* Your goal: Check every line of the material below for the string "lines", and return the ones that have it.

* Data excerpts:
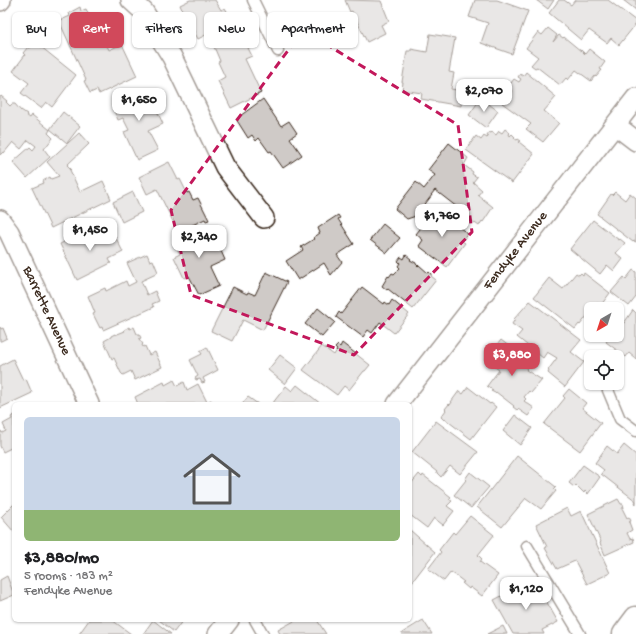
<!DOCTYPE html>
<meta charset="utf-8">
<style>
body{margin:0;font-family:"Gochi Hand",sans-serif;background:#f2f2f2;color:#202124;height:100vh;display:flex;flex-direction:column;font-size:15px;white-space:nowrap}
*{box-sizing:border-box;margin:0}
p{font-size:13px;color:#757577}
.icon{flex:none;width:22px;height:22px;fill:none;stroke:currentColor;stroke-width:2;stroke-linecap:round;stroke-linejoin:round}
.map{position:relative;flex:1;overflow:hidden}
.details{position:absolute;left:12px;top:402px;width:400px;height:220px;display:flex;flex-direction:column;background:#fff;border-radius:6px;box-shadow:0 1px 3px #0004}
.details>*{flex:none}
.banner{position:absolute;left:12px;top:12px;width:400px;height:36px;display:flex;gap:8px}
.needle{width:26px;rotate:219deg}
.tools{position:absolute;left:584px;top:302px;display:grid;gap:8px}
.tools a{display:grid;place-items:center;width:40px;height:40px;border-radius:6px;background:#fff;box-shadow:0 1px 3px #0004;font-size:20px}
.price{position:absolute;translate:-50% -34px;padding:0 9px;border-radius:8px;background:#fff;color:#222;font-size:13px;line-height:26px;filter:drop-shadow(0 1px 2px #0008)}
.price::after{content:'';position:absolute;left:50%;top:24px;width:12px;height:9px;margin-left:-6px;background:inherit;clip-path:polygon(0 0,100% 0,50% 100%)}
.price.selected{background:#d1495b;color:#fff}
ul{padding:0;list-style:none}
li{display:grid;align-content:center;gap:8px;height:212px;padding:0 12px}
li span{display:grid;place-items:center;height:124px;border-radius:6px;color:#555}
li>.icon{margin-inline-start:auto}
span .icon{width:72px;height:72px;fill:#fffc;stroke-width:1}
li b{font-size:17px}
.tag{padding:0 14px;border-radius:6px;background:#fff;box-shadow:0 1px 3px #0004;font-size:14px;line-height:36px}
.tag.selected{background:#d1495b;color:#fff}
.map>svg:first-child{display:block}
.building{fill:#cfcac7;stroke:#3b2a1e}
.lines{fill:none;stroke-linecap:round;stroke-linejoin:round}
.lane-casing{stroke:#3b2a1e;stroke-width:13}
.street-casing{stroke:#3b2a1e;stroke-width:22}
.secondary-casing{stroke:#3b2a1e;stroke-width:25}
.lane{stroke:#fff;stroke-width:10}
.street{stroke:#fff;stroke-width:19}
.secondary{stroke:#fff;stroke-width:22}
.marked{fill:none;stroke:#c2185b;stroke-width:3;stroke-dasharray:8 5;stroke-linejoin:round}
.labels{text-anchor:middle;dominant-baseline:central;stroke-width:3;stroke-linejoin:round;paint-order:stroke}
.street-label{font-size:14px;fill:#3b2a1e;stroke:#fff}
</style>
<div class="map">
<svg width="636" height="634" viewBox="0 0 636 634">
<rect width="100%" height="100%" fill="#fff"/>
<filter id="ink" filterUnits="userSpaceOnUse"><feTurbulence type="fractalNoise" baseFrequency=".025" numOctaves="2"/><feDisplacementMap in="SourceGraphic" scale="8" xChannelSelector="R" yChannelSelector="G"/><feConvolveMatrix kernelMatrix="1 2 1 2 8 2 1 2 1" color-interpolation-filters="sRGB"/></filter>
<g filter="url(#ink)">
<path class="building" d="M190,0H215L221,10L225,8L233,21L198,39L192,27L190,28L180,5Z
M345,0L381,1L389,21L381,25L385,33L367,42L352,11L350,12Z
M475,0H497L528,11L512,54L481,43L488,23L469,17Z
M536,0H554L548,9Z
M559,0H564L571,5L575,0H608L636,21V24L619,45L611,38L607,43L589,30L581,40L549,13Z
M623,0H636V10Z
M80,7L81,11L86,9L94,26L97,25L98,26L103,24L107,33L102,35L109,50L122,44L137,76L99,94L97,90L90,93L84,81L86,80L59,21L70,16L69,13Z
M245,27L254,45L248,48L252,56L245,59L261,93L231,108L218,81L225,77L218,62L220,61L212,42Z
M548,28L557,35L553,42L559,35L563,38L564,37L581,51V50L585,54L589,49L605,62L600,69L602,70L596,77L595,76L591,81L576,70L568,80L566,78L560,85L537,67L535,68L531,65L538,57L526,48L538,32L542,35Z
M430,34L455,38L449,72L454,73L451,89L463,91L461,106L421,99L422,93L402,90L403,82H402L407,51H411V49L427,52Z
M35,42L76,75L52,107L46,102L41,108L21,93L29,83L13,71L25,55L23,53L28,47L30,48Z
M526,72L556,97L544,111L559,123L543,142L526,129L531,124L502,103L512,91L507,88L514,79L519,82L521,79L518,77L520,74L523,76Z
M147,89L163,124L148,131L158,150L137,160L124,132L129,130L123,118L118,120L112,105Z
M1,96L7,101L6,102L10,106L12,104H15L21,111V110L27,114L26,115L30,118L32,115L50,130L48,133L53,138L44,149L50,157L27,178L13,162L30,147L33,150L36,146L28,140L21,149L13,142L4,153L3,152L0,155V97Z
M481,98L498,111L486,128L469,115Z
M263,99L281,126L289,121L297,133L290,138L302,155L283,168L271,151L269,152L259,138L256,141L252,135L248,138L236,119Z
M63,112L80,126L67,143L50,129Z
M505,129L510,133L509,134L510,136L512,134L515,137L514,138L517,140L518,139L521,141L519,142L534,154L512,183L466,150L476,136L481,140L484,136L487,138L489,136L487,135L489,132L491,133L492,132L496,135L499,131L502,133Z
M79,133L89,144L67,165L71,169L70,170L80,192L103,181L111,199L51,228L32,188L44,183L43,181L50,177L51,179L59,176L47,162Z
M449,143L468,158L464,165L473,172L472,174L477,177L473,182L482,190L478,195L493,207L483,222L482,221L479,226L461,213L462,211L435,190L431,195H432L416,216L407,219L395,209L416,182L424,189L435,175L428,170Z
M169,162L178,180L180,179L187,193L189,192L193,200L198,198L209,220L206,221L205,219L178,232L157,189L147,194L139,177Z
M133,192L142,212L122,222L113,202Z
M615,192L625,200L630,193L636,198V242L634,241L633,242L597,214L611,194L612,195Z
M435,210L440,214L441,212L447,216L446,217L468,234L462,241L465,243L447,267L419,246L423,240L416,234Z
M338,215L340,218L338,219L354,244L337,255L342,262L331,275L324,263L298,280L286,261L303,250L301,247L314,239L313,238L320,233L318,228Z
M593,220L619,240L620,239L625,243L616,253L623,259L614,271L607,265L600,274L570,249Z
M383,224L400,238L387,253L370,240Z
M89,225L91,229L94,227L98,235L100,234L103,240L114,234L123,252L109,259L111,263L77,280L60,244L82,233L80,229Z
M210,226L225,260L210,267L219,286L199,295L189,276L184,278L174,257L180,254L174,242Z
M147,254L150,261L153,260L158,272L156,273V274L141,281L147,295L155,291L159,301L152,304L154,307L103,330L102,327L100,328L93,314L95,313L88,296L105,288L106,291L126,281L128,286L136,282L127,263Z
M406,255L411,259L410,260L416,263V264L418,266L419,265L428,273L429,272L432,275L431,276L436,280L413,309L388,289L387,290L382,286L388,276L389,277L392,273L394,274L400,268L398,266L400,263L398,261L401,257L404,259Z
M633,270L636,272V297L629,306L611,292L624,277L626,279Z
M266,272L287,282L263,330L243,320L232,341L211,331L233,287L247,294L248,292L255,295Z
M576,273L579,275L581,273L583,275L584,273L610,293L601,305L597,303L593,309H591V311L580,325L579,324L575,329L534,297L549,278L563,289Z
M362,287L384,304L385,302L389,305L392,300L409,314L394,333L380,322L372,333L368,330L363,337L336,317L339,312L341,314Z
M530,301L581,340L571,352L584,362L565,387L548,373L549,371L548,370L557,358L547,352L543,358L517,337L522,331L512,324L515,319H514Z
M318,308L335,322L322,337L305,324Z
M633,310L636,313V359L629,353L626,357L606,342L611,335H617V329L622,322L624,323Z
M0,327L1,329L3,328L7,338L1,341H0Z
M129,327L130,329L134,327L137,334H139L141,338L139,339L143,344L142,345L143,347L145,346L149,355L155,352L162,367L135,380L131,371L123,375L121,373L114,358L112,359L104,341L111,337V336L115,334V335L125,331L124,330Z
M501,340L528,361L524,366L527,369L526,370L542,380L531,393L529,391L524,397L526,399L524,401L534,408L528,416L518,409L517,410L513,407L514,406L496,392L495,393L491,391L493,390L487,386L499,370L485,360Z
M342,343L370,365L365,371H364L349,390L344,386L337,395L303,370L322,346L334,355L337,350L335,348L338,345L340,347Z
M207,347L218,370L203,378L205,382L202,383L200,379L196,380L195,378L198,376L190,360L202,354L200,351Z
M280,355L297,368L285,384L268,370Z
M13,359L23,380L26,379L32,393L0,408V366Z
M174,380L177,386L184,382L187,390L198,384L207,402L211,400L213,404H138L135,397L164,382L165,385Z
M297,385L321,404H272L286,386L292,391Z
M468,387L490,404L491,403L496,407L471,439L445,419L444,420L441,417L446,410L445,409L449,404L450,405L452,402H451L459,391L463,394Z
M569,389L586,403L582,408L601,423L580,451L544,424L565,398L563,396Z
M248,397L258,404H242Z
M14,415V450L13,447L3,452L0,446V431H1L2,433L6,431L3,424L12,419L11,417Z
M515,415L532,428L520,445L503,431Z
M436,421L478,452L460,474L450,466L441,477L437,473V472L412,452Z
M624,445L636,455V504L635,503L636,501L601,474L604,470L595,463L607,446L617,454Z
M517,456L556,487L554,489L556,491L541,509L526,498L502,527L477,507Z
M583,465L600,477L588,494L585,491L584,493L576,485L574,487L569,483Z
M470,472L489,487L471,508L454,495L466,480L465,479Z
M419,474L422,477L423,475L451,497L449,499L452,501L447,506L454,511L443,525L434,518L427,528L410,515V485Z
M618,499L621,504H623L624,508H622L627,518L629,517L631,521L629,522L632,530L627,533L630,539L633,538L634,542L605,555L600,543L601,542L588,514Z
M14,504V532L1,517Z
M567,508L571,516L581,511L610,573L587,584L575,561L557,569L545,548L547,547L536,524Z
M470,516L494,535L478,555L482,559L480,562L498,575L482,596L470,587L469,589L462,583L464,582L451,572L444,581L428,569L441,552L439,550L453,532L455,534Z
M410,530L435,552L412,582L410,581Z
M7,576L14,595L0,601V580Z
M536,583L558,622L542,630L544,634H513L494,600L511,591L514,595Z
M89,620H112L131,634H79Z
M153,620L171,634H143Z
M159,620H183L174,632Z
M296,620H317L326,634H280L278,630Z
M423,620L432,634H402V633Z
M503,626L507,634H487Z"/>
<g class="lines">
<defs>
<path id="lane" d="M253,0L278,51
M605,383L620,419L636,431
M527,546L580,634
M255,620L263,634"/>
<path id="street" d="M131,0L144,12L172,57L225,167L264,218
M0,1L1,0
M615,125L636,141
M0,220L9,232L89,404
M397,404L636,98
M218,634L229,620"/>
<path id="secondary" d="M624,634L636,618"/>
</defs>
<use href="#lane" class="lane-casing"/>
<use href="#street" class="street-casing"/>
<use href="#secondary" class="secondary-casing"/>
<use href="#lane" class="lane"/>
<use href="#street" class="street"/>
<use href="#secondary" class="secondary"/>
</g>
</g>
<path d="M0 0H636V634H0ZM303,30L458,125L472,232L354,355L191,295L171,210Z" fill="#fff" fill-opacity=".55" fill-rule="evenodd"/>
<path class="marked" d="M303,30L458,125L472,232L354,355L191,295L171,210Z"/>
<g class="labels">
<g class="street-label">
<text transform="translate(516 251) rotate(-52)">Fendyke Avenue</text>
<text transform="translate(46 311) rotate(65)">Barrette Avenue</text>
</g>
</g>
</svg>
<div class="tools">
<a><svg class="needle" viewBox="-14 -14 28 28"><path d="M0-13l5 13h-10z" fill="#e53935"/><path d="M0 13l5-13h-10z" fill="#757577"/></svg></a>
<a><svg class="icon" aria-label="locate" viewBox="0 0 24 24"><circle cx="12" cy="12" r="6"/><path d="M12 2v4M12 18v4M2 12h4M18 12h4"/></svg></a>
</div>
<b class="price" style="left:484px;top:113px">$2,070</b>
<b class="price" style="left:139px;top:122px">$1,650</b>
<b class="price" style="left:442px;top:238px">$1,760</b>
<b class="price" style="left:90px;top:252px">$1,450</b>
<b class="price" style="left:199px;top:259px">$2,340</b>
<b class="price selected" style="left:512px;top:377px">$3,880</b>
<b class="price" style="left:526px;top:611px">$1,120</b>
<div class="banner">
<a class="tag">Buy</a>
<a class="tag selected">Rent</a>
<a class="tag">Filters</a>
<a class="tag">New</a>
<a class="tag">Apartment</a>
</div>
<section class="details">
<ul>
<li><span style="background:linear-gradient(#c9d6e8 75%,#8fb573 0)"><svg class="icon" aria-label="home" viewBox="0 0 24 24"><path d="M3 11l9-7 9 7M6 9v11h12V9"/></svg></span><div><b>$3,880/mo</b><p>5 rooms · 183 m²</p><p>Fendyke Avenue</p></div></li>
</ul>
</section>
</div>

* Reply to the task:
.lines{fill:none;stroke-linecap:round;stroke-linejoin:round}
<g class="lines">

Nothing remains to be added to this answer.